So let’s use it to talk pitchers’ statistics and regression

Photo by Jeff Curry/Getty Images

Prior to last night’s much needed offensive outburst against the Dodgers the Cubs were in a mini-slump after dropping five games in a row, including a four-game sweep by the last place Cincinnati Reds. I don’t really see any reason to relive all of the baseball from the last week, but it was a good reminder that there is a difference between bad baseball and bad luck so I wanted to use it as an opportunity to talk a bit about statistical regression and what stats can give us clues about when a player might be more likely to regress.

Let’s start with a definition because if you were to just google “statistical regression” you would get a really fancy model that isn’t what I wanted to talk about today at all. What I want to talk about is a concept known as regression to the mean that often gets shorthanded as regression. As usual, Fangraphs has us covered:

Regression toward the mean (RTM for clarity in this article) is the concept that any given sample of data from a larger population (think April stats) may not be perfectly in line with the underlying average (think true talent/career stats), but that going forward you would expect the next sample to be closer to the underlying average than the first sample.

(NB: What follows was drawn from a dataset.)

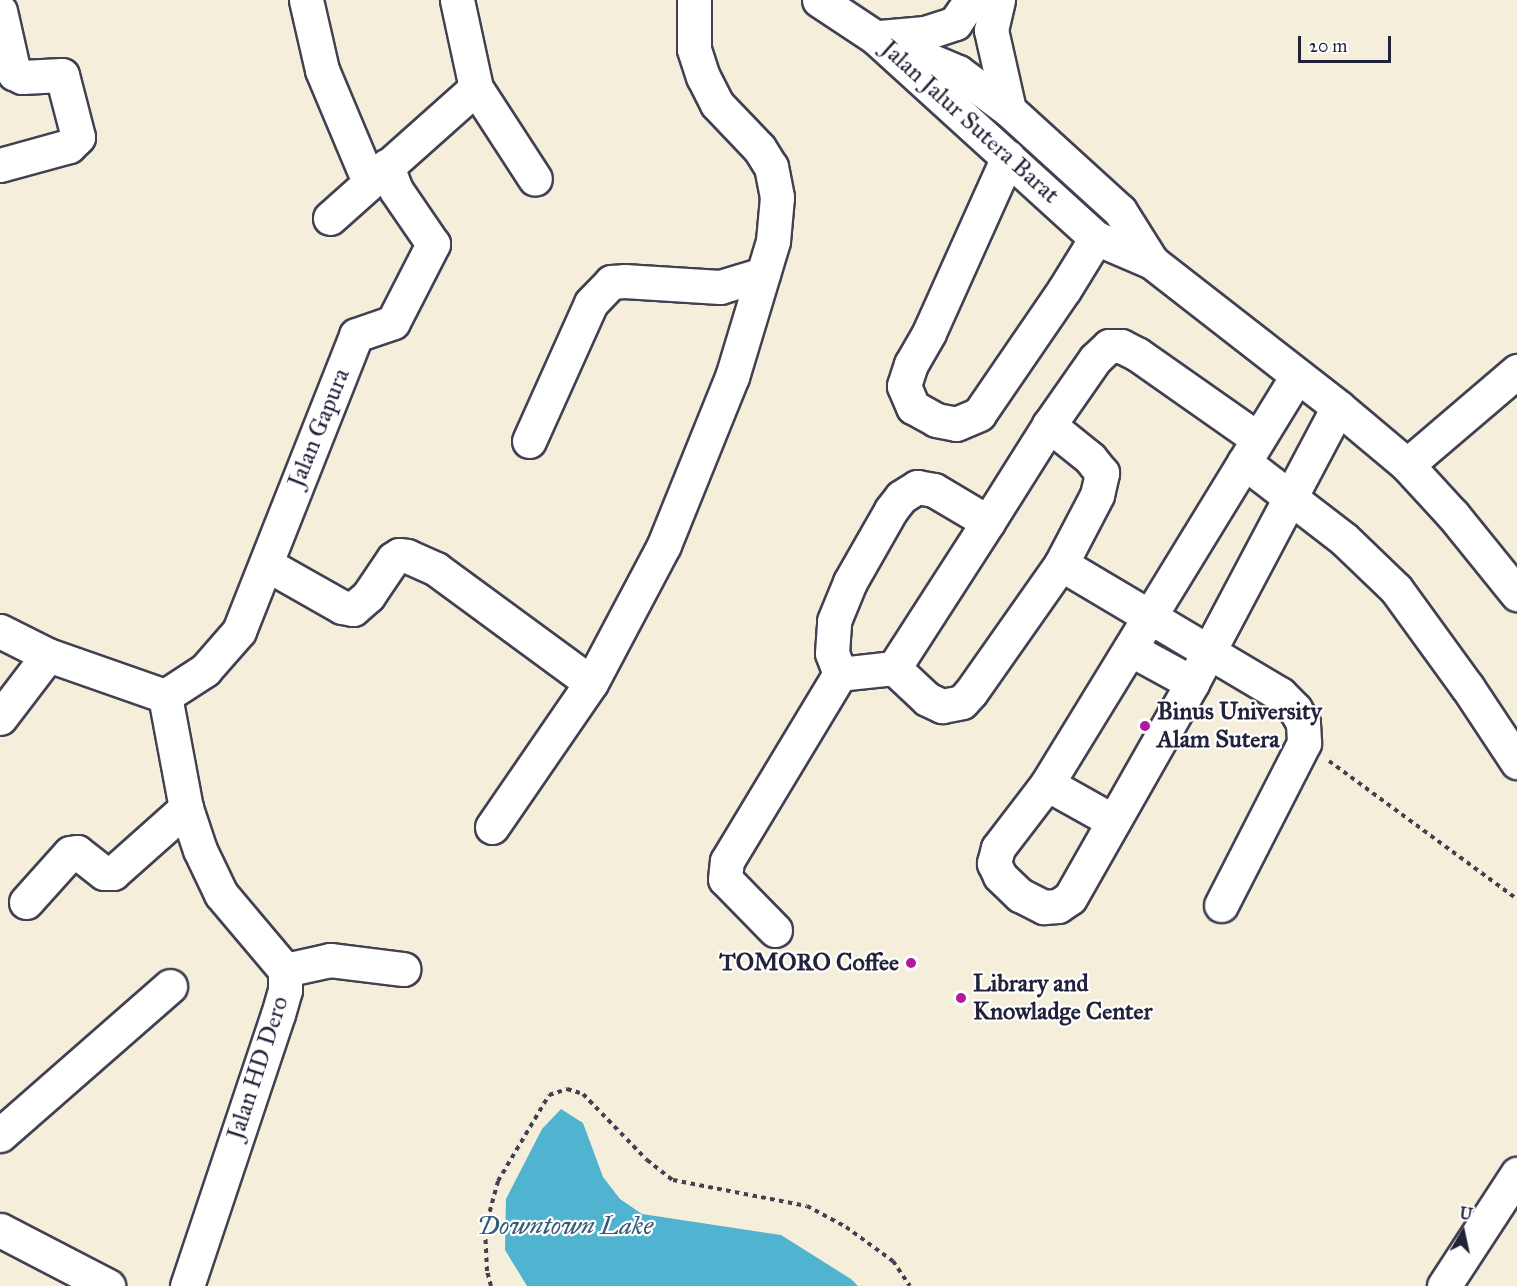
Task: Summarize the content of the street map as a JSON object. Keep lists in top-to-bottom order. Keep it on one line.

Observations tend to cluster around the average value, even if the previous value is unusual.

In other words, statistics tend to normalize over the course of a lot of plate appearances so it’s worth it to wait out really bad stretches and be cautious about really good stretches, because eventually players are likely to return to their career averages. Obviously some players do make meaningful improvements over the course of their career (see Daniel Murphy ’s evolution) but as a general rule of thumb if the underlying mechanics are similar to what they’ve always been the concept of regression to a career mean is probably a more likely expectation.This is particularly true for more established players that have a decent amount of data behind them.

One other note, a regression can be positive or negative, even though we colloquially use that word with a negative connotation. A player who is slumping that has multiple solid years behind them is likely due for a positive regression, while a player who is sporting a minuscule ERA that isn’t in line with their career average is probably due for a negative regression.

With that in mind I wanted to take a look at the pitching statistics that can indicate a regression might be in a player’s future and see if there are any candidates for regressions on the Cubs at the moment. I’ll do a similar look at hitters in the near future.

The most obvious regression candidate for the Cubs was a pretty big contributor to the recent five game losing streak. I’m looking at you, dancing bullpen.

I knew it was inevitable, I didn’t think it would all happen at once or be quite so obvious. I noted a few of these as part of my look at the Cubs bullpen last month. Let’s take a closer look at the most obvious example: Brian Duensing.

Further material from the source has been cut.